- [DIRECTIONS]:
Taking the listing below, restate word for word each line from the line with "x r add y moveto" to the line with "gsave x y translate w h scale", ends included, and stop there.

- [EXTRACTED RECORDS]:
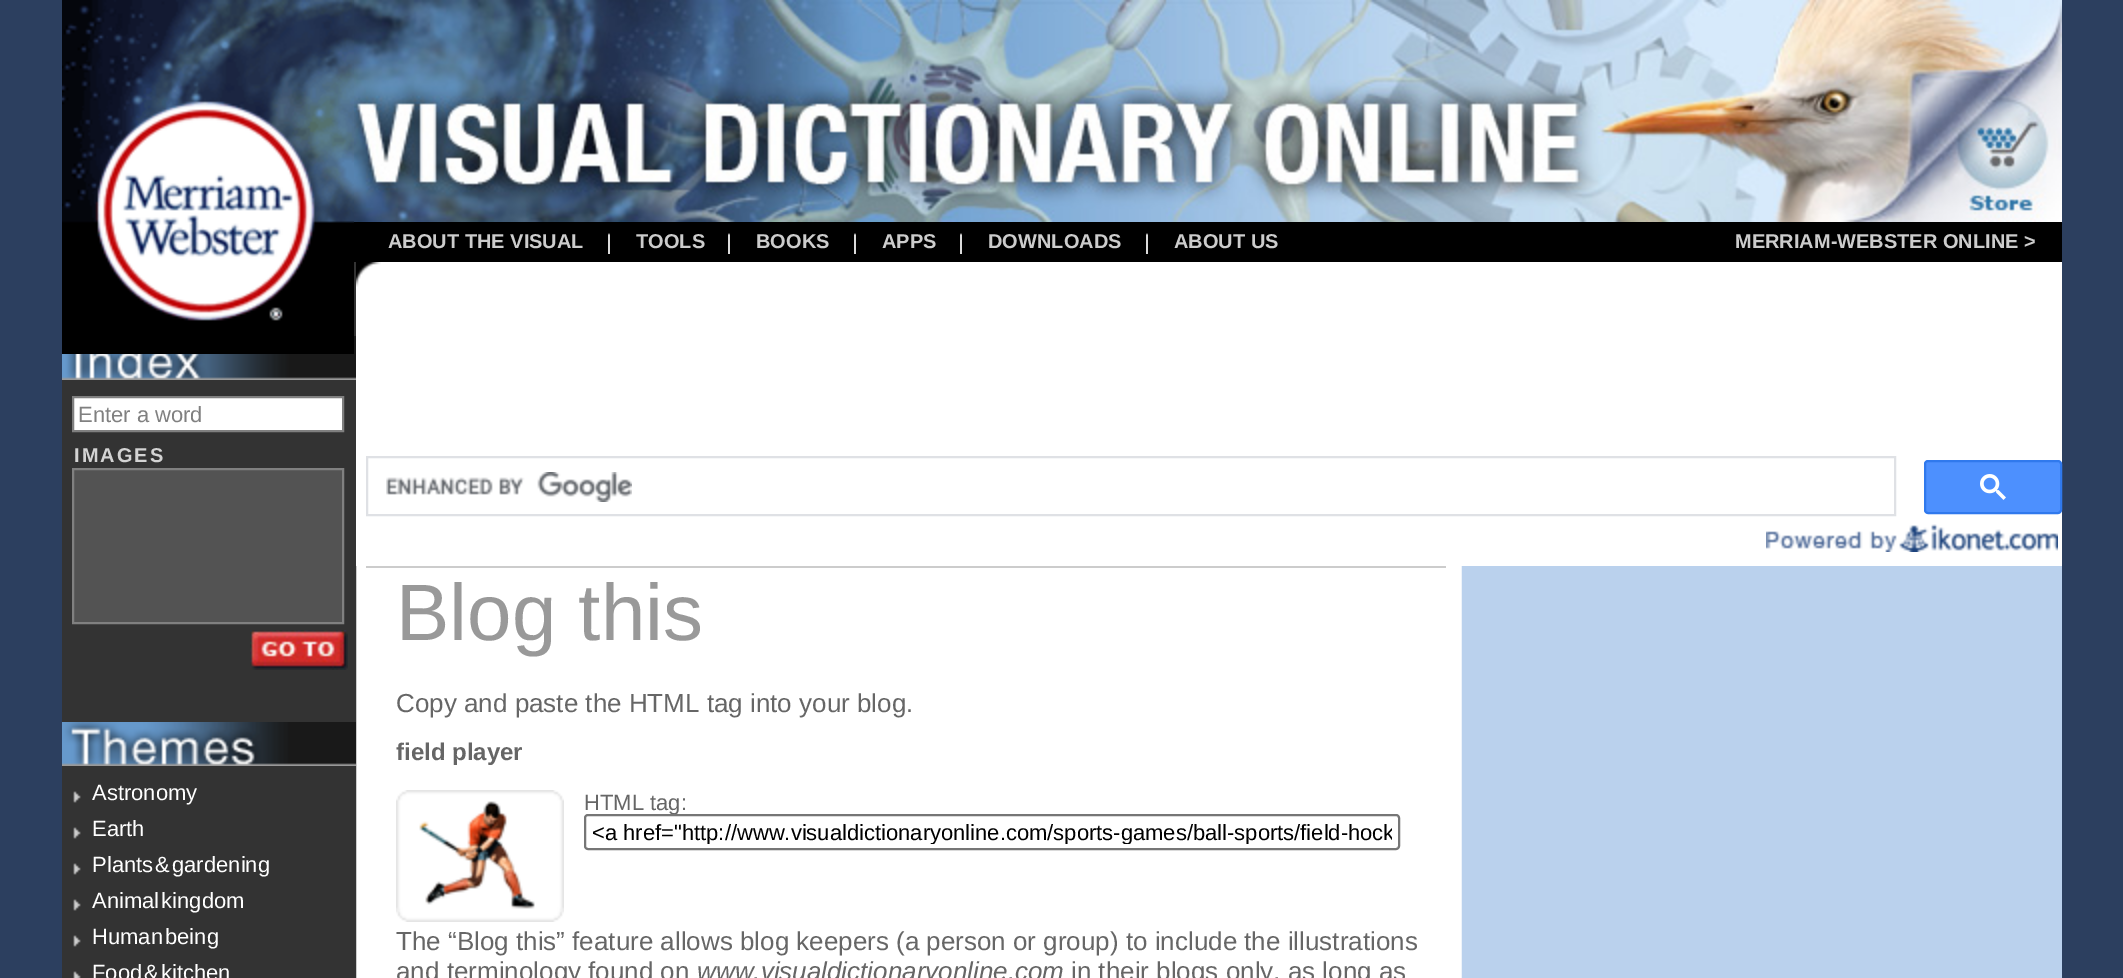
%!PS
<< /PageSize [2123 978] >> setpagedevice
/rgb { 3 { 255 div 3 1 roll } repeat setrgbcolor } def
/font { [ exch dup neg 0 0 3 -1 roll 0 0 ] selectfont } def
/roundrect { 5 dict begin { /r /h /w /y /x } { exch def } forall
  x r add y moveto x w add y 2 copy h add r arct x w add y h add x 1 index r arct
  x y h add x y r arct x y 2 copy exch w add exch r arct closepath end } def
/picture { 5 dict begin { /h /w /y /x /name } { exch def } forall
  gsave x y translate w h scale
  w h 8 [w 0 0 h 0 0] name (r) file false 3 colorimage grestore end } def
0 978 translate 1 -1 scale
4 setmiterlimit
44 63 95 rgb
0 0 2123 978 rectfill
(img/1.rgb) 356 566 1106 412 picture
51 51 51 rgb
62 262 294 716 rectfill
(img/5.rgb) 62 336 294 44 picture
(img/2.rgb) 62 0 292 354 picture
0 0 0 rgb
354 222 1708 40 rectfill
(img/3.rgb) 354 0 1708 222 picture
(img/4.rgb) 608 233 2 21 picture
(img/4.rgb) 728 233 2 21 picture
(img/4.rgb) 854 233 2 21 picture
(img/4.rgb) 960 233 2 21 picture
(img/4.rgb) 1146 233 2 21 picture
255 255 255 rgb
73 397 moveto 343 397 lineto 343 431 lineto 73 431 lineto closepath gsave fill grestore
128 128 128 rgb
2 setlinewidth
stroke
83 83 83 rgb
73 469 moveto 343 469 lineto 343 623 lineto 73 623 lineto closepath gsave fill grestore
128 128 128 rgb
stroke
(img/6.rgb) 250 630 98 40 picture
(img/7.rgb) 62 722 294 44 picture
(img/8.rgb) 73 791 8 12 picture
(img/8.rgb) 73 827 8 12 picture
(img/8.rgb) 73 863 8 12 picture
(img/8.rgb) 73 899 8 12 picture
(img/8.rgb) 73 935 8 12 picture
(img/9.rgb) 73 971 8 7 picture
255 255 255 rgb
356 262 1706 304 rectfill
(img/10.rgb) 356 262 25 25 picture
223 225 229 rgb
367 457 1528 58 rectstroke
(img/11.rgb) 386 472 246 30 picture
77 144 254 rgb
1925 461 136 52 3 roundrect gsave fill grestore
48 121 237 rgb
stroke
(img/12.rgb) 1980 474 26 26 picture
(img/13.rgb) 1766 524 292 28 picture
204 204 204 rgb
366 566 1080 2 rectfill
(img/14.rgb) 396 790 168 132 picture
186 209 237 rgb
1462 566 600 412 rectfill
/LiberationSans-Bold 20 font
204 204 204 rgb
[
  [(ABOUT THE VISUAL) 388 248]
  [(TOOLS) 636 248]
  [(BOOKS) 756 248]
  [(APPS) 882 248]
  [(DOWNLOADS) 988 248]
  [(ABOUT US) 1174 248]
  [(MERRIAM-WEBSTER ONLINE >) 1735 248]
] { aload pop moveto show } forall
/LiberationSans-Regular 22 font
128 128 128 rgb
78 422 moveto (Enter a word) show
/LiberationSans-Bold 20 font
211 211 211 rgb
74 462 moveto 2 0 (IMAGES) ashow
/LiberationSans-Regular 22 font
255 255 255 rgb
92 800 moveto (Astronomy) show
92 836 moveto (Earth) show
92 872 moveto -4 0 32 (Plants & gardening) widthshow
92 908 moveto -4 0 32 (Animal kingdom) widthshow
92 944 moveto -4 0 32 (Human being) widthshow
92 980 moveto -4 0 32 (Food & kitchen) widthshow
/LiberationSans-Regular 80 font
153 153 153 rgb
396 640 moveto (Blog this) show
/LiberationSans-Regular 26 font
102 102 102 rgb
396 712 moveto (Copy and paste the HTML tag into your blog.) show
/LiberationSans-Bold 24 font
396 760 moveto (field player) show
/LiberationSans-Regular 22 font
584 810 moveto (HTML tag:) show
255 255 255 rgb
585 815 814 34 3 roundrect gsave fill grestore
118 118 118 rgb
stroke
gsave
592 820 800 24 rectclip
0 0 0 rgb
592 840 moveto (<a href="http://www.visualdictionaryonline.com/sports-games/ball-sports/field-hock) show
grestore
/LiberationSans-Regular 26 font
102 102 102 rgb
396 950 moveto (The “Blog this” feature allows blog keepers \(a person or group\) to include the illustrations) show
396 980 moveto (and terminology found on) show
/LiberationSans-Italic 26 font
697 980 moveto (www.visualdictionaryonline.com) show
/LiberationSans-Regular 26 font
1071 980 moveto (in their blogs only, as long as) show
showpage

- [WORKED SOLUTION]:
  x r add y moveto x w add y 2 copy h add r arct x w add y h add x 1 index r arct
  x y h add x y r arct x y 2 copy exch w add exch r arct closepath end } def
/picture { 5 dict begin { /h /w /y /x /name } { exch def } forall
  gsave x y translate w h scale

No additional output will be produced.